The Company and all members of the Board of Directors hereby guarantee the authenticity, accuracy and integrity of this Announcement, and shall bear joint responsibility for any false or misleading statements or material omissions contained in this Announcement.

The notice for convention of the Fourteenth Session of the Sixth Board of Directors of the Industrial Bank Co., Ltd. was issued on December 10, 2008 and the said meeting was held in Xiamen on December 20, 2008. The number of directors that should have attended the meeting was fourteen. The actual number of directors that attended the meeting was fourteen (among them, Directors Patrick K W Chan and Li Xiaochun entrusted Gao Jianping, Chairman of the Board, to exercise their voting right on their behalf on matters to be deliberated in the meeting).The meeting complied with the relevant regulations of the Company Law of the People's Republic of China and the Company's Articles of Association. Four supervisors from the Board of Supervisors of the Company attended the meeting as non-voting delegates.

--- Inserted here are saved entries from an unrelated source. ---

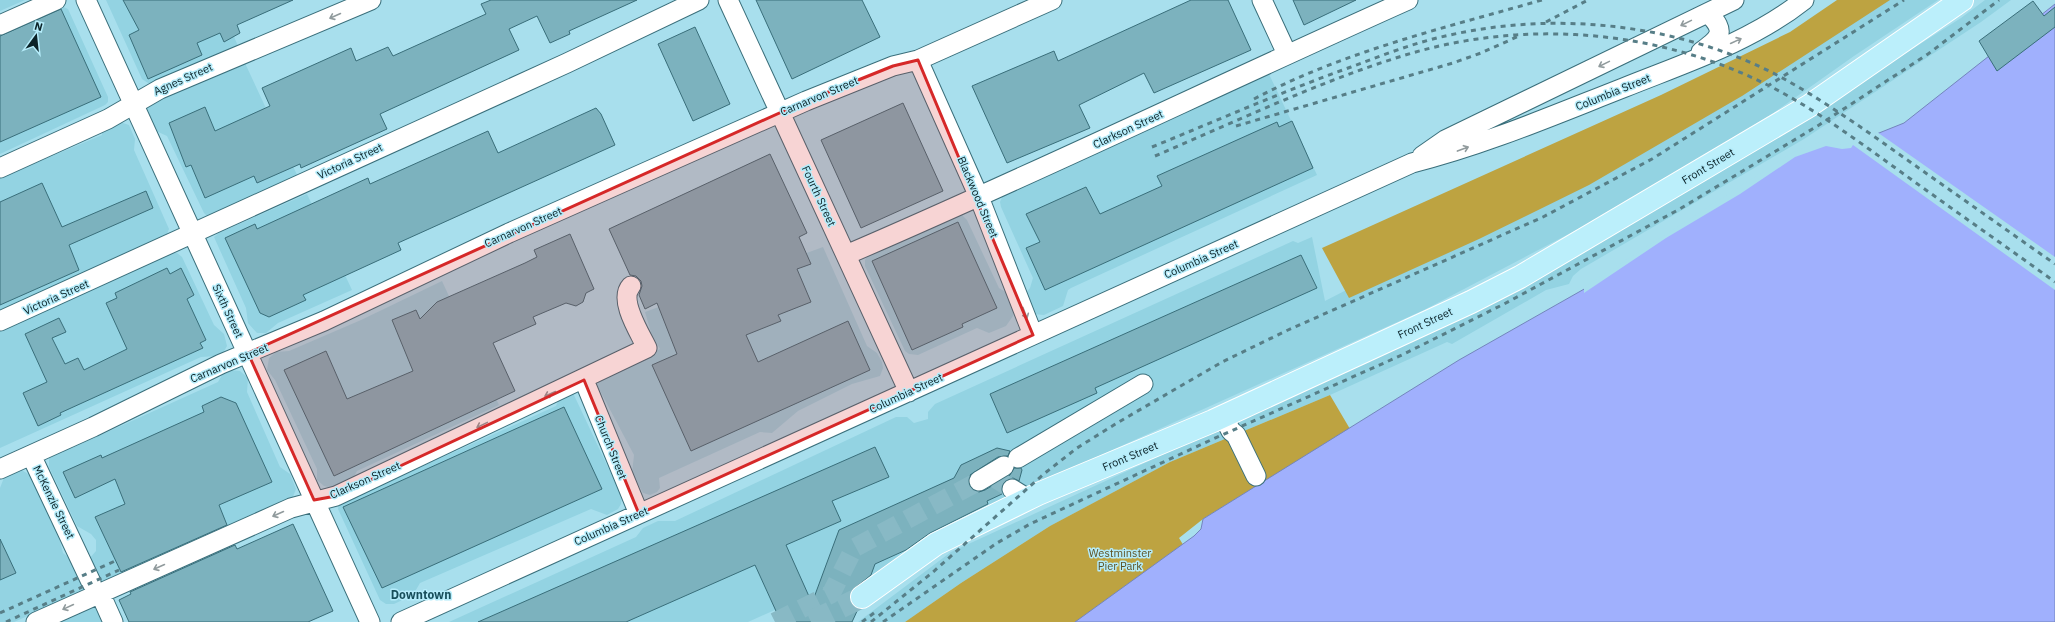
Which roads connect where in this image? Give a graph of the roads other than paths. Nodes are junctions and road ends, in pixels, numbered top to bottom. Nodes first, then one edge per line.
1 (56, 0) edge
2 (86, 0) edge
3 (371, 0) edge
4 (699, 0) edge
5 (728, 0) edge
6 (1052, 0) edge
7 (1262, 0) edge
8 (1408, 0) edge
9 (1734, 0) edge
10 (1804, 0) edge
11 (1962, 0) edge
12 (1708, 13) junction
13 (0, 25) edge
14 (1287, 54) junction
15 (918, 60) junction
16 (1688, 62) junction
17 (134, 104) junction
18 (781, 112) junction
19 (1412, 163) junction
20 (0, 168) edge
21 (979, 197) junction
22 (193, 235) junction
23 (846, 256) junction
24 (631, 286) dead end
25 (0, 321) edge
26 (1034, 335) junction
27 (248, 353) junction
28 (584, 380) junction
29 (1143, 384) dead end
30 (909, 392) junction
31 (1223, 416) junction
32 (31, 455) junction
33 (0, 469) edge
34 (997, 472) tunnel mouth
35 (1256, 476) dead end
36 (314, 500) junction
37 (639, 514) junction
38 (96, 587) junction
39 (862, 597) tunnel mouth
40 (36, 622) edge
41 (112, 622) edge
42 (370, 622) edge
43 (401, 622) edge

1 - 13 street
2 - 17 street, Sixth Street
3 -> 17 street, Agnes Street
4 - 22 street, Victoria Street
5 - 18 street, Fourth Street
6 - 15 street, Carnarvon Street
7 - 14 street
8 - 14 street, Clarkson Street
9 - 12 street, Columbia Street
16 -> 10 street, Columbia Street
11 - 31 main road, Front Street
12 - 16 street
12 -> 19 street, Columbia Street
14 - 21 street, Clarkson Street
15 - 18 street, Carnarvon Street
15 - 21 street, Blackwood Street
19 -> 16 street, Columbia Street
17 - 20 street, Agnes Street
17 - 22 street, Sixth Street
18 - 23 street, Fourth Street
18 - 27 street, Carnarvon Street
19 - 26 street, Columbia Street
21 - 23 street, Clarkson Street
21 -> 26 street, Blackwood Street
22 - 25 street, Victoria Street
22 - 27 street, Sixth Street
23 - 30 street, Fourth Street
24 - 28 street, Clarkson Street
26 - 30 street, Columbia Street
27 - 32 street, Carnarvon Street
27 - 36 street, Sixth Street
28 -> 36 street, Clarkson Street
28 - 37 street, Church Street
29 - 34 street
30 - 37 street, Columbia Street
31 - 35 street
31 - 39 main road, Front Street
32 - 33 street, Carnarvon Street
32 - 38 street, McKenzie Street
36 -> 38 street, Clarkson Street
36 - 42 street, Sixth Street
37 - 43 street, Columbia Street
38 -> 40 street, Clarkson Street
38 - 41 street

Presided over by Gao Jianping, the Board Chairman, the meeting deliberated and approved the following four resolutions via voting by show of hands:

I.Resolution on adjustment of the members of the Risk Management Committee of the Board of Directors.
It is agreed that Director Li Renjie resigned from the position of member of Risk Management Committee, and Director Ba Shusong was elected to replace the position. Upon adjustment, the Risk Management Committee of the Board of Directors consists of five members, i.e. Directors Liao Shizhong, John Law, Kang Yukun, Ba Shusong and Lim Peng Khoon, among whom, Independent Director Ba Shusong is the chairman-member.
Voting Result: In Favor: 14 votes; In opposition: 0 vote; Abstentions: 0 vote.

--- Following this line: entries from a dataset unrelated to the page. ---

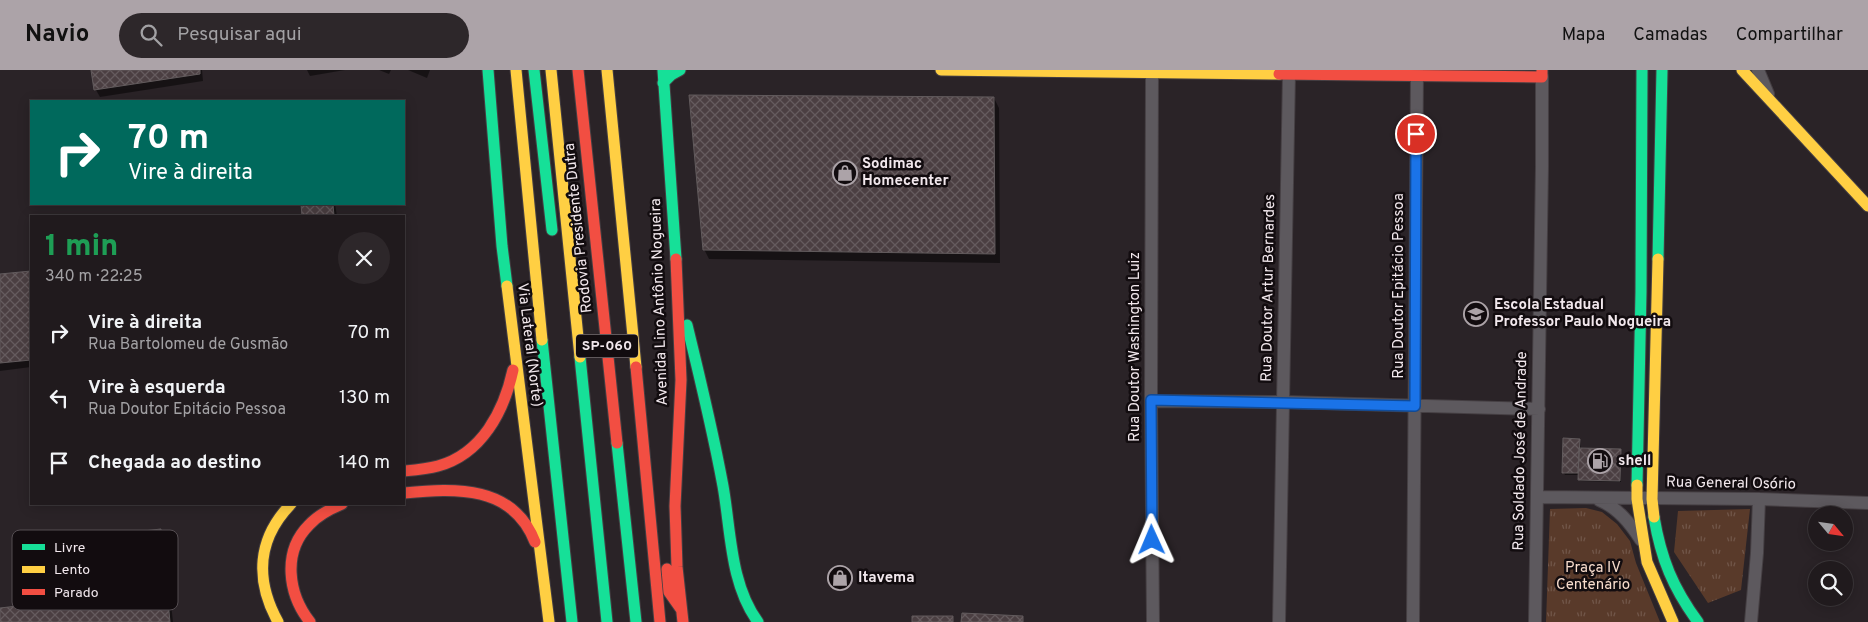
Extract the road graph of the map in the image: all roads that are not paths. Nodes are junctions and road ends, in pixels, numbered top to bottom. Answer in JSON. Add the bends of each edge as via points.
{"nodes":[{"id":1,"x":488,"y":70,"type":"edge"},
{"id":2,"x":516,"y":70,"type":"edge"},
{"id":3,"x":534,"y":70,"type":"edge"},
{"id":4,"x":551,"y":70,"type":"edge"},
{"id":5,"x":578,"y":70,"type":"edge"},
{"id":6,"x":607,"y":70,"type":"edge"},
{"id":7,"x":663,"y":70,"type":"edge"},
{"id":8,"x":680,"y":70,"type":"edge"},
{"id":9,"x":941,"y":70,"type":"edge"},
{"id":10,"x":1022,"y":70,"type":"edge"},
{"id":11,"x":1642,"y":70,"type":"edge"},
{"id":12,"x":1662,"y":70,"type":"edge"},
{"id":13,"x":1742,"y":70,"type":"edge"},
{"id":14,"x":1758,"y":70,"type":"edge"},
{"id":15,"x":1152,"y":72,"type":"junction"},
{"id":16,"x":1417,"y":73,"type":"edge"},
{"id":17,"x":1542,"y":73,"type":"edge"},
{"id":18,"x":1289,"y":74,"type":"junction"},
{"id":19,"x":663,"y":83,"type":"junction"},
{"id":20,"x":1772,"y":103,"type":"junction"},
{"id":21,"x":1868,"y":206,"type":"edge"},
{"id":22,"x":554,"y":245,"type":"dead end"},
{"id":23,"x":561,"y":288,"type":"dead end"},
{"id":24,"x":679,"y":301,"type":"junction"},
{"id":25,"x":578,"y":338,"type":"junction"},
{"id":26,"x":515,"y":358,"type":"junction"},
{"id":27,"x":1151,"y":400,"type":"junction"},
{"id":28,"x":1283,"y":402,"type":"junction"},
{"id":29,"x":1415,"y":406,"type":"junction"},
{"id":30,"x":641,"y":408,"type":"junction"},
{"id":31,"x":1539,"y":409,"type":"junction"},
{"id":32,"x":405,"y":471,"type":"edge"},
{"id":33,"x":405,"y":493,"type":"edge"},
{"id":34,"x":1537,"y":497,"type":"junction"},
{"id":35,"x":1594,"y":498,"type":"junction"},
{"id":36,"x":1637,"y":499,"type":"junction"},
{"id":37,"x":1652,"y":499,"type":"junction"},
{"id":38,"x":1759,"y":500,"type":"junction"},
{"id":39,"x":1868,"y":503,"type":"edge"},
{"id":40,"x":290,"y":505,"type":"edge"},
{"id":41,"x":340,"y":505,"type":"edge"},
{"id":42,"x":1642,"y":542,"type":"junction"},
{"id":43,"x":546,"y":586,"type":"junction"},
{"id":44,"x":681,"y":610,"type":"junction"},
{"id":45,"x":278,"y":622,"type":"edge"},
{"id":46,"x":310,"y":622,"type":"edge"},
{"id":47,"x":549,"y":622,"type":"edge"},
{"id":48,"x":572,"y":622,"type":"edge"},
{"id":49,"x":607,"y":622,"type":"edge"},
{"id":50,"x":636,"y":622,"type":"edge"},
{"id":51,"x":660,"y":622,"type":"edge"},
{"id":52,"x":683,"y":622,"type":"edge"},
{"id":53,"x":758,"y":622,"type":"edge"},
{"id":54,"x":1153,"y":622,"type":"edge"},
{"id":55,"x":1279,"y":622,"type":"edge"},
{"id":56,"x":1413,"y":622,"type":"edge"},
{"id":57,"x":1535,"y":622,"type":"edge"},
{"id":58,"x":1673,"y":622,"type":"edge"},
{"id":59,"x":1698,"y":622,"type":"edge"},
{"id":60,"x":1751,"y":622,"type":"edge"}],
"edges":[{"from":1,"to":26,"type":"main road","name":"Via Lateral (Norte)"},
{"from":2,"to":48,"type":"main road"},
{"from":3,"to":22,"type":"main road"},
{"from":4,"to":25,"type":"main road","name":"Rodovia Presidente Dutra","number":"SP-060"},
{"from":5,"to":50,"type":"main road","name":"Rodovia Presidente Dutra","number":"SP-060"},
{"from":6,"to":30,"type":"main road","number":"SP-060"},
{"from":7,"to":19,"type":"main road","name":"Avenida Lino Antônio Nogueira"},
{"from":8,"to":19,"type":"main road"},
{"from":9,"to":10,"type":"main road"},
{"from":10,"to":15,"type":"main road"},
{"from":11,"to":36,"type":"main road"},
{"from":12,"to":37,"type":"main road"},
{"from":13,"to":20,"type":"main road"},
{"from":14,"to":20,"type":"street"},
{"from":15,"to":18,"type":"main road"},
{"from":15,"to":27,"type":"street","name":"Rua Doutor Washington Luiz"},
{"from":16,"to":17,"type":"main road"},
{"from":16,"to":18,"type":"main road"},
{"from":16,"to":29,"type":"street","name":"Rua Doutor Epitácio Pessoa"},
{"from":17,"to":31,"type":"street","name":"Rua Soldado José de Andrade"},
{"from":18,"to":28,"type":"street","name":"Rua Doutor Artur Bernardes"},
{"from":19,"to":24,"type":"main road","name":"Avenida Lino Antônio Nogueira"},
{"from":20,"to":21,"type":"main road"},
{"from":23,"to":25,"type":"main road"},
{"from":24,"to":44,"type":"main road","name":"Avenida Lino Antônio Nogueira","via":[[681,380],[675,506]]},
{"from":24,"to":53,"type":"main road","via":[[723,486],[740,588]]},
{"from":25,"to":49,"type":"main road","name":"Rodovia Presidente Dutra","number":"SP-060"},
{"from":26,"to":32,"type":"main road","via":[[502,408],[484,436],[449,462]]},
{"from":26,"to":43,"type":"main road","name":"Via Lateral (Norte)"},
{"from":27,"to":28,"type":"street"},
{"from":27,"to":54,"type":"street","name":"Rua Doutor Washington Luiz"},
{"from":28,"to":29,"type":"street"},
{"from":28,"to":55,"type":"street","name":"Rua Doutor Artur Bernardes"},
{"from":29,"to":31,"type":"street"},
{"from":29,"to":56,"type":"street","name":"Rua Doutor Epitácio Pessoa"},
{"from":30,"to":44,"type":"main road","via":[[653,440],[669,592]]},
{"from":30,"to":51,"type":"main road","number":"SP-060"},
{"from":31,"to":34,"type":"street","name":"Rua Soldado José de Andrade"},
{"from":33,"to":43,"type":"main road","via":[[472,493],[504,502],[517,511],[528,526],[540,555]]},
{"from":34,"to":35,"type":"street","name":"Rua General Osório"},
{"from":34,"to":57,"type":"street","name":"Rua Soldado José de Andrade"},
{"from":35,"to":36,"type":"street","name":"Rua General Osório"},
{"from":35,"to":42,"type":"street","name":"Rua General Osório","via":[[1623,516]]},
{"from":36,"to":37,"type":"street","name":"Rua General Osório"},
{"from":36,"to":42,"type":"main road"},
{"from":37,"to":38,"type":"street","name":"Rua General Osório"},
{"from":37,"to":59,"type":"main road","via":[[1665,568],[1682,602]]},
{"from":38,"to":39,"type":"street","name":"Rua General Osório"},
{"from":38,"to":60,"type":"street"},
{"from":40,"to":45,"type":"main road","via":[[272,529],[264,554],[265,585],[272,613]]},
{"from":41,"to":46,"type":"main road","via":[[312,522],[300,535],[294,550],[290,566],[292,588]]},
{"from":42,"to":58,"type":"main road","via":[[1654,581]]},
{"from":43,"to":47,"type":"main road","name":"Via Lateral (Norte)"},
{"from":44,"to":52,"type":"main road","name":"Avenida Lino Antônio Nogueira"}]}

II.Resolution on issuance of subordinated bonds.
The Board of Directors has approved the Company to issue subordinated bonds with a total amount of no more than RMB18 billion in the national inter-bank market and with a maturity of no more than 15 years. The specific issuance time, period, interest calculation method and interest rate standard will be arranged for and implemented by the operation team authorized by the Board of Directors under the approval of general shareholders'' meeting. The effective term of the authorization will end on December 31, 2010.
This issue is still subject to the deliberation and approval of the general shareholders' meeting. The Board of Directors agrees to propose a general shareholders' meeting in the near future to deliberate on this issue, and authorizes the management to determine the timing of the general shareholders' meeting upon communication with the regulatory authorities and to give the meeting notice 20 days in advance.
Voting Result: In Favor: 14 votes; In opposition: 0 vote; Abstentions: 0 vote.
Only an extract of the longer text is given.